A Theory of Technology
What follows are some passages of text from a piece about technology in the New York Review of Books.
Just as the market or the free play of competition provided in theory the optimum long-run solution for virtually every aspect of virtually every social and economic problem, so too does the free play of technology, according to its writers. Only if technology or innovation (or some other synonym) is allowed the freest possible reign, they believe, will the maximum social good be realized.
Technology, in their view, is a self-correcting system. Temporary oversight or “negative externalities” will and should be corrected by technological means. Attempts to restrict the free play of technological innovation are, in the nature of the case, self-defeating. Technological innovation exhibits a distinct tendency to work for the general welfare in the long run. Laissez innover!
The men and women who are elevated by technology into commanding positions within various decision-making bureaucracies exhibit no generalized drive for power such as characterized, say, the landed gentry of pre-industrial Europe or the capitalist entrepreneur of the last century. For their social and institutional position and its supporting culture as well are defined solely by the fact that these men are problem solvers. (Organized knowledge for practical purposes again.) That is, they gain advantage and reward only to the extent that they can bring specific technical knowledge to bear on the solution of specific technical problems. Any more general drive for power would undercut the bases of their usefulness and legitimacy.
Moreover their specific training and professional commitment to solving technical problems creates a bias against ideologies in general which inhibits any attempts to formulate a justifying ideology for the group. Consequently, they do not constitute a class and have no general interests antagonistic to those of their problem-beset clients.
What is important about technical language is that the words, being alien to ordinary speech, hide their meaning from ordinary speakers; terms like foreign aid or technical assistance have a good sound in ordinary speech; only the initiate recognizes them as synonyms for the old-fashioned, nasty word, imperialism. Such instances can be corrected but when almost all of the public’s business is carried on in specialized jargon correction makes little difference.
…technology in its very definition as the organization of knowledge for practical purposes assumes that the primary and really creative role in the social processes consequent on technological change is reserved for a scientific and technical elite, the elite which presumably discovers and organizes that knowledge. But if the scientific and technical elite and their indispensable managerial cronies are the really creative (and hardworking and altruistic) element in American society, what is this but to say that the common mass of men are essentially drags on the social weal?
The structures which formerly guaranteed the rule of wealth, age, and family will not be destroyed (or at least not totally so). They will be firmed up and rationalized by the perpetual addition of trained (and, of course, acculturated) talent. In technologically advanced societies, equality of opportunity functions as a hierarchical principle, in opposition to the egalitarian social goals it pretends to serve. To the extent that it has already become the kind of “equality” we seek to institute in our society, it is one of the main factors contributing to the widening gap between the cultures of upper and lower class America.
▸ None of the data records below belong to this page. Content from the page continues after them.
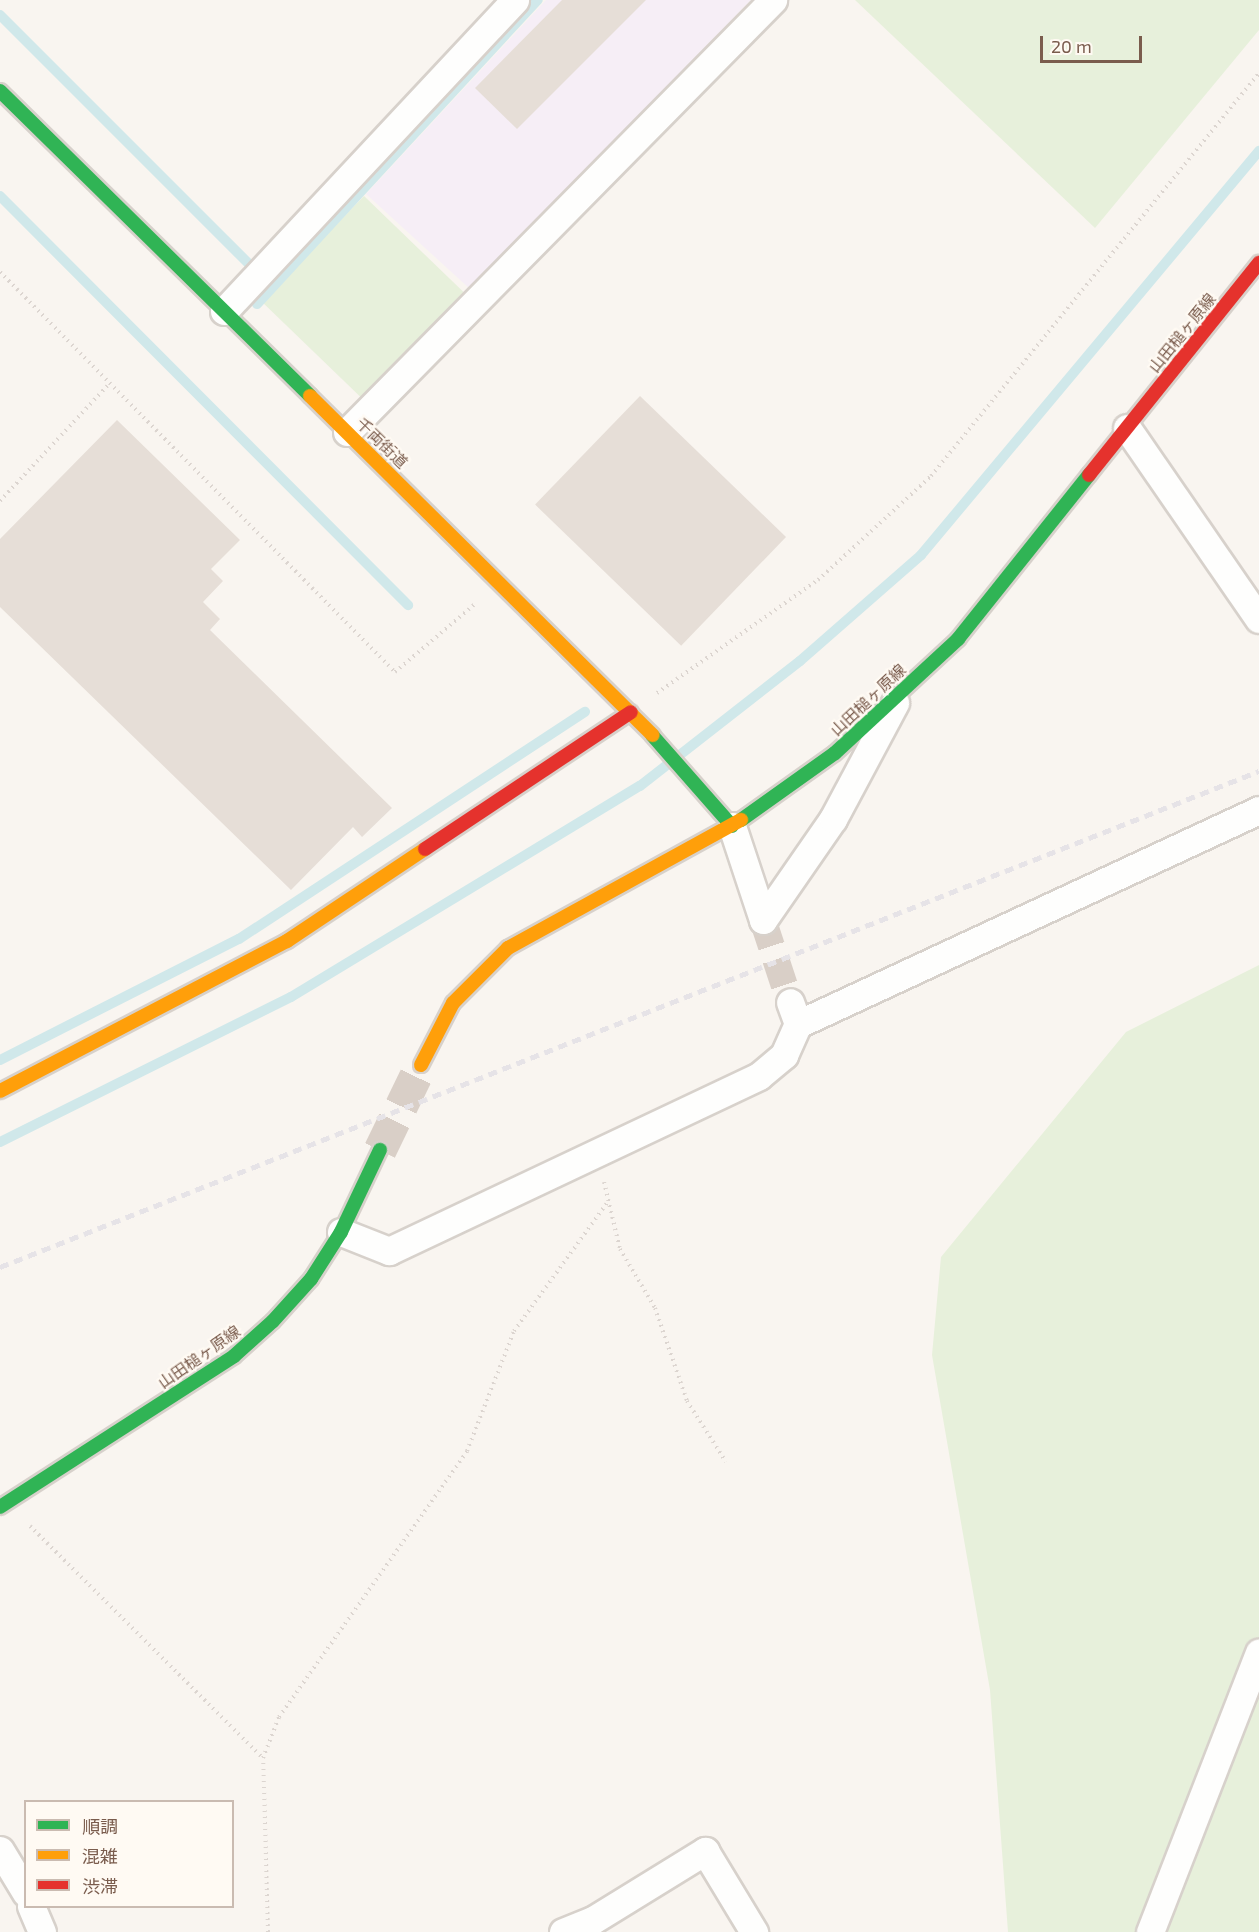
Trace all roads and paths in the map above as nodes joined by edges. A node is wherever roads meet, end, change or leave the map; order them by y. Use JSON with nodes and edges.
{"nodes":[{"id":1,"x":515,"y":0,"type":"edge"},
{"id":2,"x":773,"y":0,"type":"edge"},
{"id":3,"x":1259,"y":74,"type":"edge"},
{"id":4,"x":0,"y":91,"type":"edge"},
{"id":5,"x":1259,"y":263,"type":"edge"},
{"id":6,"x":0,"y":273,"type":"edge"},
{"id":7,"x":224,"y":311,"type":"junction"},
{"id":8,"x":109,"y":384,"type":"junction"},
{"id":9,"x":1127,"y":428,"type":"junction"},
{"id":10,"x":347,"y":432,"type":"junction"},
{"id":11,"x":0,"y":501,"type":"edge"},
{"id":12,"x":500,"y":582,"type":"junction"},
{"id":13,"x":1259,"y":619,"type":"edge"},
{"id":14,"x":901,"y":692,"type":"junction"},
{"id":15,"x":631,"y":712,"type":"junction"},
{"id":16,"x":1259,"y":810,"type":"edge"},
{"id":17,"x":732,"y":826,"type":"junction"},
{"id":18,"x":421,"y":1065,"type":"tunnel mouth"},
{"id":19,"x":0,"y":1091,"type":"edge"},
{"id":20,"x":380,"y":1150,"type":"tunnel mouth"},
{"id":21,"x":598,"y":1152,"type":"junction"},
{"id":22,"x":607,"y":1203,"type":"junction"},
{"id":23,"x":341,"y":1232,"type":"junction"},
{"id":24,"x":726,"y":1462,"type":"dead end"},
{"id":25,"x":3,"y":1505,"type":"edge"},
{"id":26,"x":1259,"y":1652,"type":"edge"},
{"id":27,"x":263,"y":1758,"type":"junction"},
{"id":28,"x":0,"y":1850,"type":"edge"},
{"id":29,"x":24,"y":1890,"type":"edge"},
{"id":30,"x":32,"y":1908,"type":"edge"},
{"id":31,"x":42,"y":1932,"type":"edge"},
{"id":32,"x":268,"y":1932,"type":"edge"},
{"id":33,"x":563,"y":1932,"type":"edge"},
{"id":34,"x":754,"y":1932,"type":"edge"},
{"id":35,"x":1150,"y":1932,"type":"edge"}],
"edges":[{"from":1,"to":7,"type":"street"},
{"from":2,"to":10,"type":"street"},
{"from":3,"to":15,"type":"path"},
{"from":4,"to":7,"type":"street","name":"千両街道"},
{"from":5,"to":9,"type":"street","name":"山田槌ヶ原線"},
{"from":6,"to":8,"type":"path"},
{"from":7,"to":10,"type":"street","name":"千両街道"},
{"from":8,"to":11,"type":"path"},
{"from":8,"to":12,"type":"path"},
{"from":9,"to":13,"type":"street"},
{"from":9,"to":14,"type":"street","name":"山田槌ヶ原線"},
{"from":10,"to":12,"type":"street","name":"千両街道"},
{"from":12,"to":15,"type":"street","name":"千両街道"},
{"from":14,"to":17,"type":"street","name":"山田槌ヶ原線"},
{"from":14,"to":17,"type":"street"},
{"from":15,"to":17,"type":"street","name":"千両街道"},
{"from":15,"to":19,"type":"street"},
{"from":16,"to":21,"type":"street"},
{"from":17,"to":18,"type":"street","name":"山田槌ヶ原線"},
{"from":20,"to":23,"type":"street","name":"山田槌ヶ原線"},
{"from":21,"to":22,"type":"path"},
{"from":21,"to":23,"type":"street"},
{"from":22,"to":24,"type":"path"},
{"from":22,"to":27,"type":"path"},
{"from":23,"to":25,"type":"street","name":"山田槌ヶ原線"},
{"from":25,"to":27,"type":"path"},
{"from":26,"to":35,"type":"street"},
{"from":27,"to":32,"type":"path"},
{"from":28,"to":29,"type":"street"},
{"from":30,"to":31,"type":"street"},
{"from":33,"to":34,"type":"street"}]}
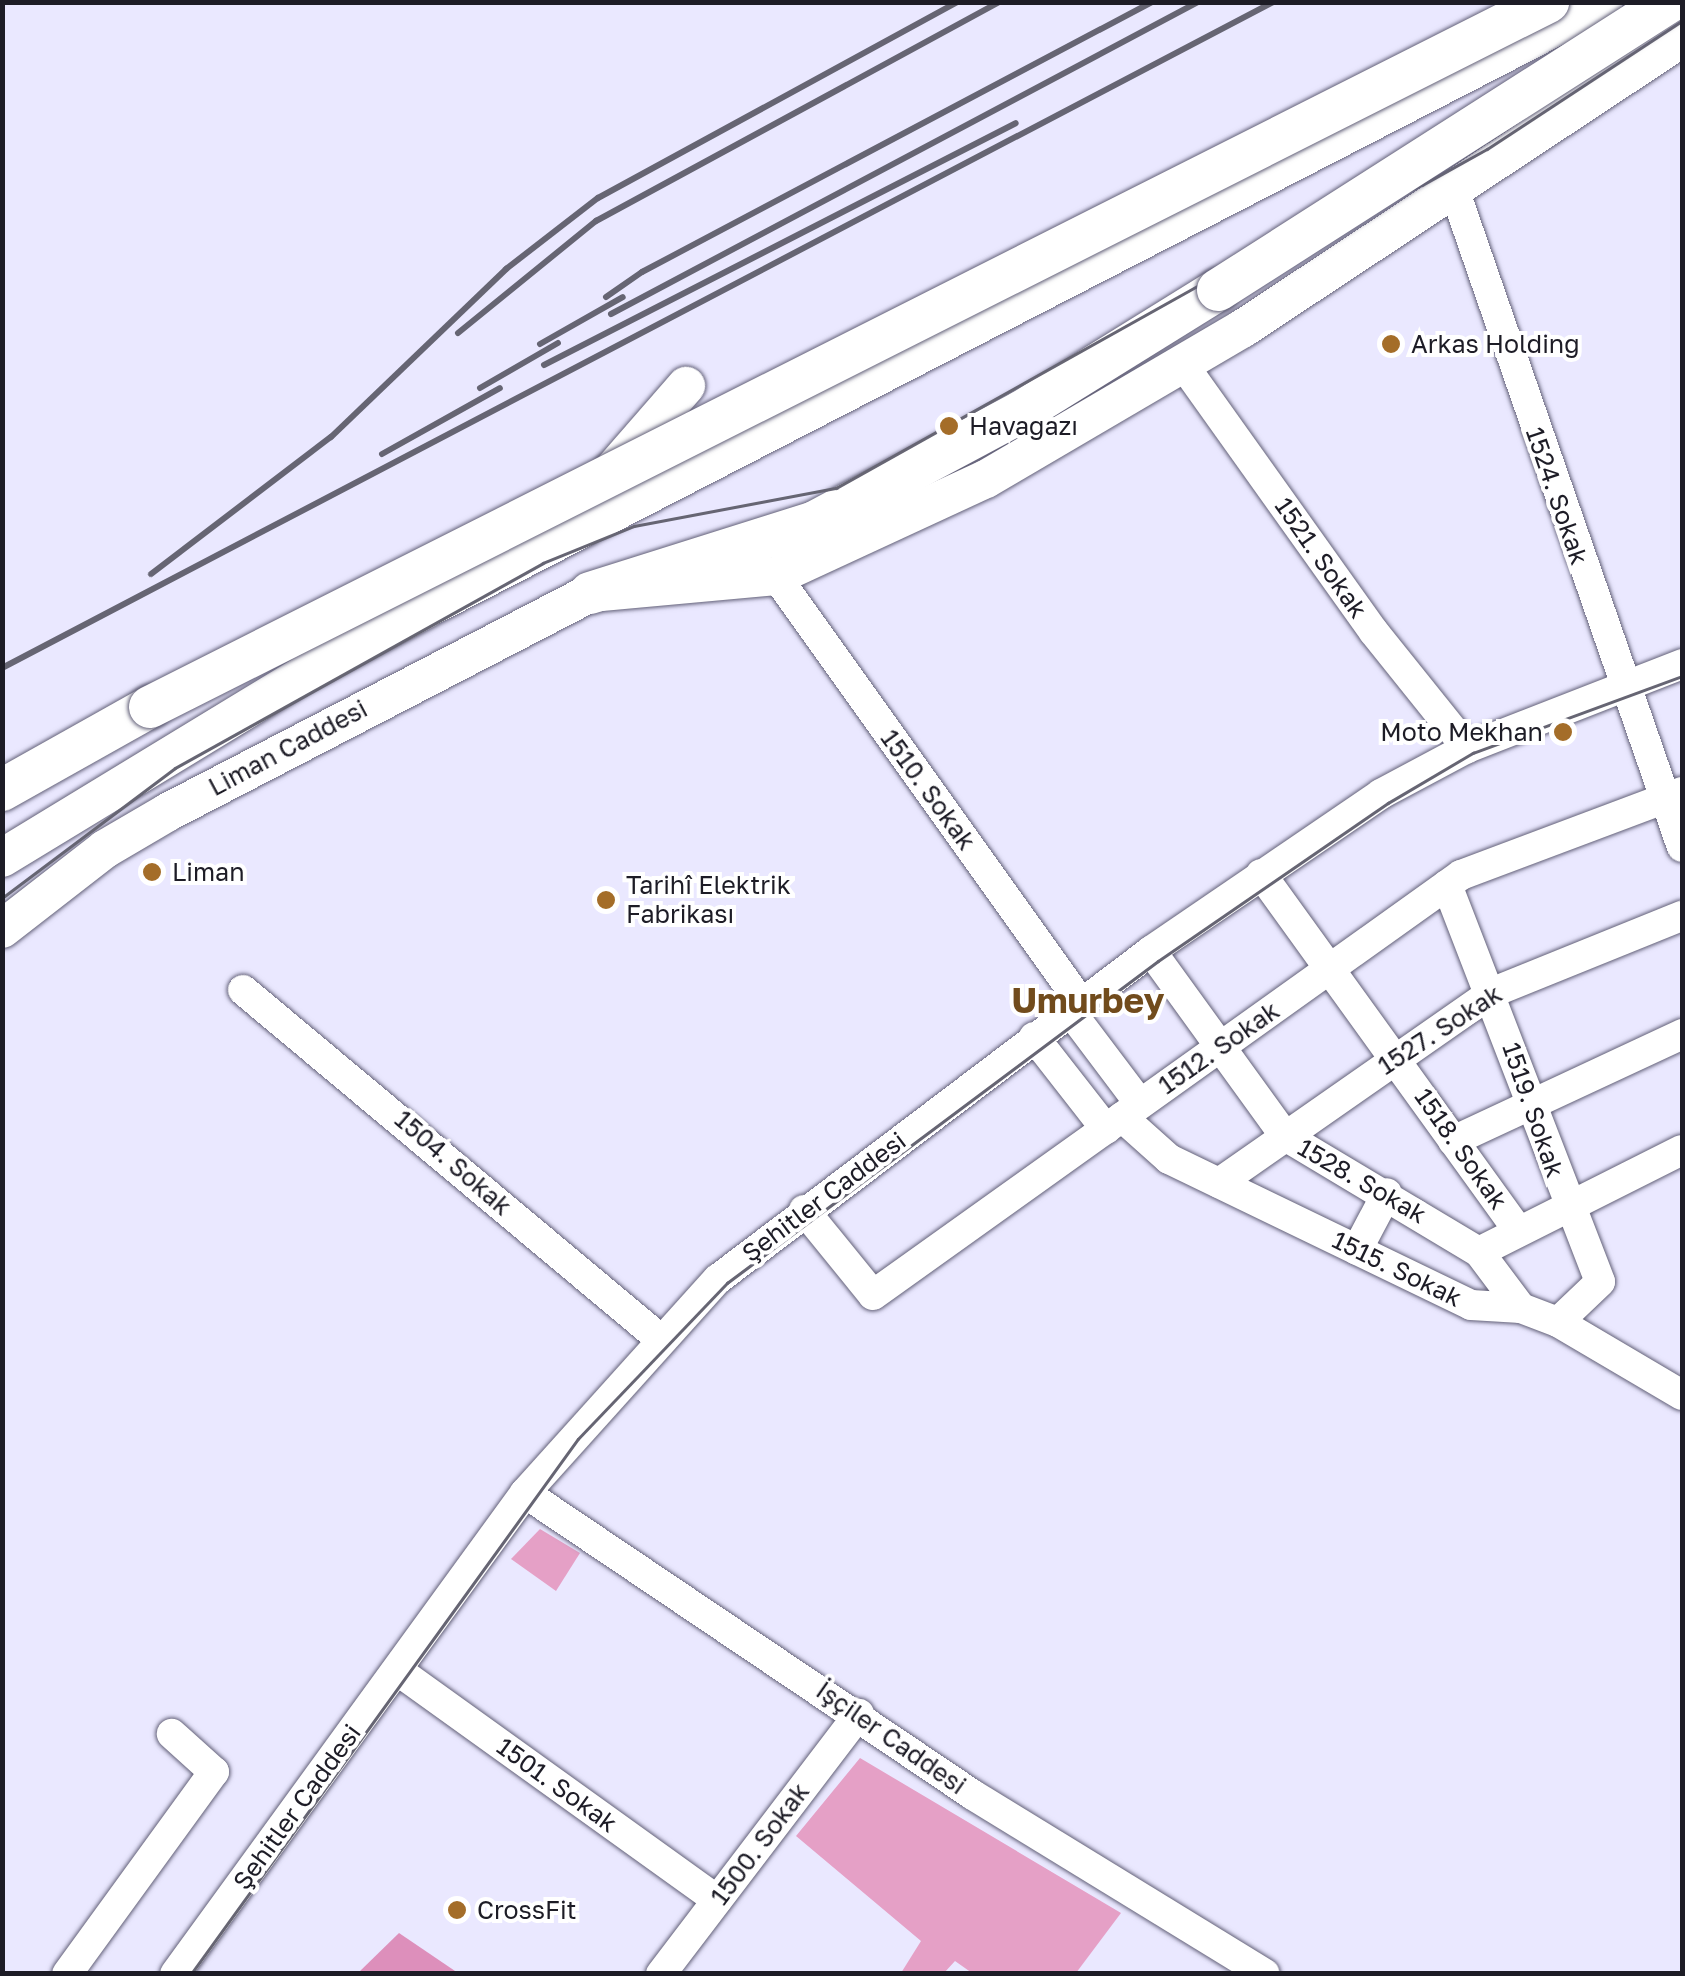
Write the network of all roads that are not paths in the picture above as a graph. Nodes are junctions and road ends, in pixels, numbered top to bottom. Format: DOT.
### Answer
graph roads {
  1 [pos="1548,2"];
  2 [pos="1604,2"];
  3 [pos="1669,2"];
  4 [pos="1682,38"];
  5 [pos="1455,192"];
  6 [pos="1182,362"];
  7 [pos="686,386"];
  8 [pos="548,546"];
  9 [pos="776,576"];
  10 [pos="590,594"];
  11 [pos="1682,664"];
  12 [pos="1621,684"];
  13 [pos="1467,748"];
  14 [pos="2,790"];
  15 [pos="1674,795"];
  16 [pos="1682,847"];
  17 [pos="2,858"];
  18 [pos="1261,874"];
  19 [pos="1446,885"];
  20 [pos="1682,916"];
  21 [pos="2,929"];
  22 [pos="1151,951"];
  23 [pos="1330,970"];
  24 [pos="244,990"];
  25 [pos="1491,994"];
  26 [pos="1076,1007"];
  27 [pos="1682,1034"];
  28 [pos="1034,1037"];
  29 [pos="1220,1048"];
  30 [pos="1398,1056"];
  31 [pos="1533,1106"];
  32 [pos="1123,1117"];
  33 [pos="1285,1136"];
  34 [pos="1453,1141"];
  35 [pos="1682,1150"];
  36 [pos="1219,1184"];
  37 [pos="1388,1193"];
  38 [pos="1567,1207"];
  39 [pos="804,1210"];
  40 [pos="1518,1230"];
  41 [pos="1357,1250"];
  42 [pos="1479,1252"];
  43 [pos="1522,1308"];
  44 [pos="1558,1322"];
  45 [pos="660,1338"];
  46 [pos="1682,1395"];
  47 [pos="524,1493"];
  48 [pos="397,1670"];
  49 [pos="859,1714"];
  50 [pos="172,1734"];
  51 [pos="717,1900"];
  52 [pos="67,1974"];
  53 [pos="175,1974"];
  54 [pos="661,1974"];
  55 [pos="1265,1974"];
  1 -- 14 [label="highway, bridge"];
  2 -- 8 [label="main road"];
  3 -- 10 [label="highway, bridge"];
  4 -- 5 [label="main road"];
  5 -- 6 [label="main road"];
  5 -- 12 [label="street, 1524. Sokak"];
  6 -- 9 [label="main road"];
  6 -- 13 [label="street, 1521. Sokak"];
  7 -- 8 [label="main road"];
  8 -- 17 [label="main road"];
  9 -- 10 [label="main road"];
  9 -- 26 [label="street, 1510. Sokak"];
  10 -- 21 [label="main road, Liman Caddesi"];
  11 -- 12 [label="street, Şehitler Caddesi"];
  12 -- 13 [label="street, Şehitler Caddesi"];
  12 -- 15 [label="street, 1524. Sokak"];
  13 -- 18 [label="street, Şehitler Caddesi"];
  15 -- 16 [label="street, 1524. Sokak"];
  15 -- 19 [label="street, 1512. Sokak"];
  18 -- 22 [label="street, Şehitler Caddesi"];
  18 -- 23 [label="street, 1518. Sokak"];
  19 -- 23 [label="street, 1512. Sokak"];
  19 -- 25 [label="street, 1519. Sokak"];
  20 -- 25 [label="street, 1527. Sokak"];
  22 -- 26 [label="street, Şehitler Caddesi"];
  22 -- 29 [label="street, 1528. Sokak"];
  23 -- 29 [label="street, 1512. Sokak"];
  23 -- 30 [label="street, 1518. Sokak"];
  24 -- 45 [label="street, 1504. Sokak"];
  25 -- 30 [label="street, 1527. Sokak"];
  25 -- 31 [label="street, 1519. Sokak"];
  26 -- 28 [label="street, Şehitler Caddesi"];
  26 -- 32 [label="street, 1510. Sokak"];
  27 -- 31 [label="street"];
  28 -- 32 [label="street, 1515. Sokak"];
  28 -- 39 [label="street, Şehitler Caddesi"];
  29 -- 32 [label="street, 1512. Sokak"];
  29 -- 33 [label="street, 1528. Sokak"];
  30 -- 33 [label="street, 1527. Sokak"];
  30 -- 34 [label="street, 1518. Sokak"];
  31 -- 34 [label="street"];
  31 -- 38 [label="street, 1519. Sokak"];
  32 -- 36 [label="street, 1515. Sokak"];
  32 -- 39 [label="street, 1512. Sokak"];
  33 -- 36 [label="street, 1527. Sokak"];
  33 -- 37 [label="street, 1528. Sokak"];
  34 -- 40 [label="street, 1518. Sokak"];
  35 -- 38 [label="street"];
  36 -- 41 [label="street, 1515. Sokak"];
  37 -- 41 [label="street"];
  37 -- 42 [label="street, 1528. Sokak"];
  38 -- 40 [label="street"];
  38 -- 44 [label="street, 1519. Sokak"];
  39 -- 45 [label="street, Şehitler Caddesi"];
  40 -- 42 [label="street"];
  41 -- 43 [label="street, 1515. Sokak"];
  42 -- 43 [label="street, 1528. Sokak"];
  43 -- 44 [label="street, 1515. Sokak"];
  44 -- 46 [label="street, 1515. Sokak"];
  45 -- 47 [label="street, Şehitler Caddesi"];
  47 -- 48 [label="street, Şehitler Caddesi"];
  47 -- 49 [label="street, İşçiler Caddesi"];
  48 -- 51 [label="street, 1501. Sokak"];
  48 -- 53 [label="street, Şehitler Caddesi"];
  49 -- 51 [label="street, 1500. Sokak"];
  49 -- 55 [label="street, İşçiler Caddesi"];
  50 -- 52 [label="street"];
  51 -- 54 [label="street, 1500. Sokak"];
}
…technology is creating the basis for new and sharp class conflict in our society. That is, technology is creating its own working and managing classes just as earlier industrialization created its working and owning classes. Perhaps this suggests a return to the kind of class-based politics which characterized the US in the last quarter of the nineteenth century, rather than the somewhat more ambiguous politics which was a feature of the second quarter of this century. I am inclined to think that this is the case, though I confess the evidence for it is as yet inadequate.
This leads to a final hypothesis, namely that laissez innover should be frankly recognized as a conservative or right-wing ideology.
Would it surprise you to learn that the piece from which these passages are taken, with its discussions of free markets, technological meritocracy, benevolent tech services, class anxieties, and right-wing ideology masquerading as something else, all packaged into a tidy narrative, is not about Uber or venture capitalists or Silicon Valley at all? “Technology: The Opiate of the Intellectuals,” by John McDermott was published in New York Review of Books nearly fifty years ago, in 1969. Its primary concern was not apps or the sharing economy, but “the very frontier of American technology” at the time, the Vietnam War, where computers were being used to, among other things, decide on bombing targets with perfect rationality by calculating the probability of striking enemy or troops or supplies with the idea that “American lives are very expensive and American weapons and Vietnamese lives very cheap.”
The point of surfacing this piece is not to equate Uber’s logistical systems or Facebook’s social graph with computers that directed a war machine that took a number of lives because it was rationally calculated to be expedient, but to show how neatly these concerns from nearly fifty years ago — about a class of people permanently buoyed far above a new underclass by a deeply rational technological regime — map onto anxieties about the Valley and inequality today, down to the underlying political economy.
Which is all to say, if the State of Things makes you feel anxious, maybe you’re right to feel that way? And if you don’t, well, you’re obviously right to feel that way.